• WORK ORDER
Could every line of the listing be output exactly, with the pictures skipped?

• WORKING DATA
※ ※ ※
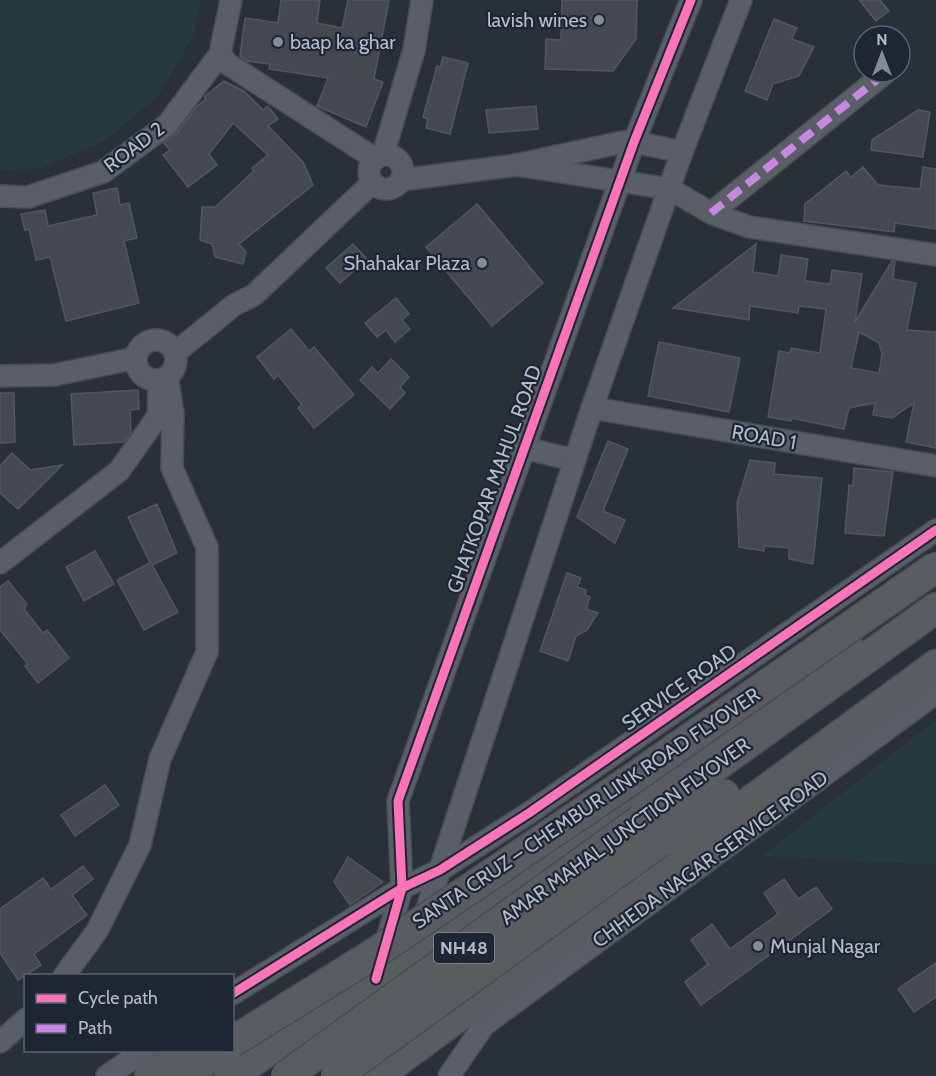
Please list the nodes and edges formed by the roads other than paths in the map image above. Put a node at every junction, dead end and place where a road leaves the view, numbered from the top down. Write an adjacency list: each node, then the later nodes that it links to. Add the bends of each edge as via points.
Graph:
1 (231, 0): 5 (street, ROAD 2)
2 (422, 0): 9 (street, via 414,51)
3 (692, 0): 7 (street, GHATKOPAR MAHUL ROAD)
4 (741, 0): 8 (street)
5 (220, 54): 9 (street, via 228,64); 15 (street, ROAD 2, via 166,125 103,172 28,196)
6 (872, 84): 16 (street)
7 (634, 141): 8 (street); 10 (street); 12 (street, GHATKOPAR MAHUL ROAD)
8 (682, 152): 14 (street)
9 (379, 156): 11 (street, via 398,159 403,169); 13 (street, via 369,167)
10 (516, 165): 11 (street); 12 (street)
11 (401, 180): 13 (street, via 387,189)
12 (620, 181): 14 (street); 23 (street, GHATKOPAR MAHUL ROAD)
13 (372, 183): 18 (street, via 254,295 234,305)
14 (670, 189): 16 (street); 22 (street)
15 (0, 196)
16 (711, 213): 17 (street, via 749,227)
17 (936, 255)
18 (174, 353): 19 (street, via 166,343 154,340 142,346); 21 (street, via 175,366)
19 (136, 358): 20 (street, via 54,375); 21 (street, via 143,376)
20 (0, 376)
21 (163, 378): 28 (street, via 158,416 119,471); 40 (street, via 173,413 172,468 207,548 207,652 160,759 140,845 97,931)
22 (592, 408): 24 (street); 25 (street, ROAD 1)
23 (524, 448): 24 (street); 37 (street, GHATKOPAR MAHUL ROAD, via 398,801)
24 (574, 460): 36 (street)
25 (936, 466)
26 (936, 530): 36 (street, SERVICE ROAD, via 530,813)
27 (936, 550): 44 (highway, SANTA CRUZ – CHEMBUR LINK ROAD FLYOVER, via 618,769)
28 (0, 563)
29 (936, 567): 47 (highway, SANTA CRUZ – CHEMBUR LINK ROAD FLYOVER, bridge, via 372,955)
30 (936, 584): 38 (highway)
31 (936, 608): 35 (highway, AMAR MAHAL JUNCTION FLYOVER / NH48)
32 (936, 643): 35 (highway, AMAR MAHAL JUNCTION FLYOVER / NH48)
33 (936, 665): 43 (highway)
34 (936, 693): 43 (street, CHHEDA NAGAR SERVICE ROAD)
35 (650, 830): 57 (highway, AMAR MAHAL JUNCTION FLYOVER / NH48, bridge); 58 (highway, AMAR MAHAL JUNCTION FLYOVER / NH48, bridge)
36 (440, 870): 37 (street, SERVICE ROAD); 38 (street); 39 (street)
37 (402, 888): 39 (street); 41 (street, GHATKOPAR MAHUL ROAD); 42 (street, SERVICE ROAD)
38 (456, 924): 39 (highway); 43 (street)
39 (415, 948): 41 (highway); 46 (street)
40 (65, 974)
41 (376, 979): 56 (highway)
42 (234, 993)
43 (481, 1013): 46 (highway); 59 (street, CHHEDA NAGAR SERVICE ROAD)
44 (234, 1017)
45 (24, 1021): 48 (street)
46 (446, 1026): 52 (highway)
47 (234, 1041)
48 (0, 1042)
49 (143, 1052): 53 (street)
50 (183, 1052): 54 (highway)
51 (218, 1052): 55 (highway)
52 (387, 1072)
53 (106, 1076)
54 (150, 1076)
55 (185, 1076)
56 (230, 1076)
57 (286, 1076)
58 (336, 1076)
59 (449, 1076)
※ ※ ※
• EXERCISE ANSWER
Please list the nodes and edges formed by the roads other than paths in the map image above. Put a node at every junction, dead end and place where a road leaves the view, numbered from the top down. Write an adjacency list: each node, then the later nodes that it links to. Add the bends of each edge as via points.
Graph:
1 (231, 0): 5 (street, ROAD 2)
2 (422, 0): 9 (street, via 414,51)
3 (692, 0): 7 (street, GHATKOPAR MAHUL ROAD)
4 (741, 0): 8 (street)
5 (220, 54): 9 (street, via 228,64); 15 (street, ROAD 2, via 166,125 103,172 28,196)
6 (872, 84): 16 (street)
7 (634, 141): 8 (street); 10 (street); 12 (street, GHATKOPAR MAHUL ROAD)
8 (682, 152): 14 (street)
9 (379, 156): 11 (street, via 398,159 403,169); 13 (street, via 369,167)
10 (516, 165): 11 (street); 12 (street)
11 (401, 180): 13 (street, via 387,189)
12 (620, 181): 14 (street); 23 (street, GHATKOPAR MAHUL ROAD)
13 (372, 183): 18 (street, via 254,295 234,305)
14 (670, 189): 16 (street); 22 (street)
15 (0, 196)
16 (711, 213): 17 (street, via 749,227)
17 (936, 255)
18 (174, 353): 19 (street, via 166,343 154,340 142,346); 21 (street, via 175,366)
19 (136, 358): 20 (street, via 54,375); 21 (street, via 143,376)
20 (0, 376)
21 (163, 378): 28 (street, via 158,416 119,471); 40 (street, via 173,413 172,468 207,548 207,652 160,759 140,845 97,931)
22 (592, 408): 24 (street); 25 (street, ROAD 1)
23 (524, 448): 24 (street); 37 (street, GHATKOPAR MAHUL ROAD, via 398,801)
24 (574, 460): 36 (street)
25 (936, 466)
26 (936, 530): 36 (street, SERVICE ROAD, via 530,813)
27 (936, 550): 44 (highway, SANTA CRUZ – CHEMBUR LINK ROAD FLYOVER, via 618,769)
28 (0, 563)
29 (936, 567): 47 (highway, SANTA CRUZ – CHEMBUR LINK ROAD FLYOVER, bridge, via 372,955)
30 (936, 584): 38 (highway)
31 (936, 608): 35 (highway, AMAR MAHAL JUNCTION FLYOVER / NH48)
32 (936, 643): 35 (highway, AMAR MAHAL JUNCTION FLYOVER / NH48)
33 (936, 665): 43 (highway)
34 (936, 693): 43 (street, CHHEDA NAGAR SERVICE ROAD)
35 (650, 830): 57 (highway, AMAR MAHAL JUNCTION FLYOVER / NH48, bridge); 58 (highway, AMAR MAHAL JUNCTION FLYOVER / NH48, bridge)
36 (440, 870): 37 (street, SERVICE ROAD); 38 (street); 39 (street)
37 (402, 888): 39 (street); 41 (street, GHATKOPAR MAHUL ROAD); 42 (street, SERVICE ROAD)
38 (456, 924): 39 (highway); 43 (street)
39 (415, 948): 41 (highway); 46 (street)
40 (65, 974)
41 (376, 979): 56 (highway)
42 (234, 993)
43 (481, 1013): 46 (highway); 59 (street, CHHEDA NAGAR SERVICE ROAD)
44 (234, 1017)
45 (24, 1021): 48 (street)
46 (446, 1026): 52 (highway)
47 (234, 1041)
48 (0, 1042)
49 (143, 1052): 53 (street)
50 (183, 1052): 54 (highway)
51 (218, 1052): 55 (highway)
52 (387, 1072)
53 (106, 1076)
54 (150, 1076)
55 (185, 1076)
56 (230, 1076)
57 (286, 1076)
58 (336, 1076)
59 (449, 1076)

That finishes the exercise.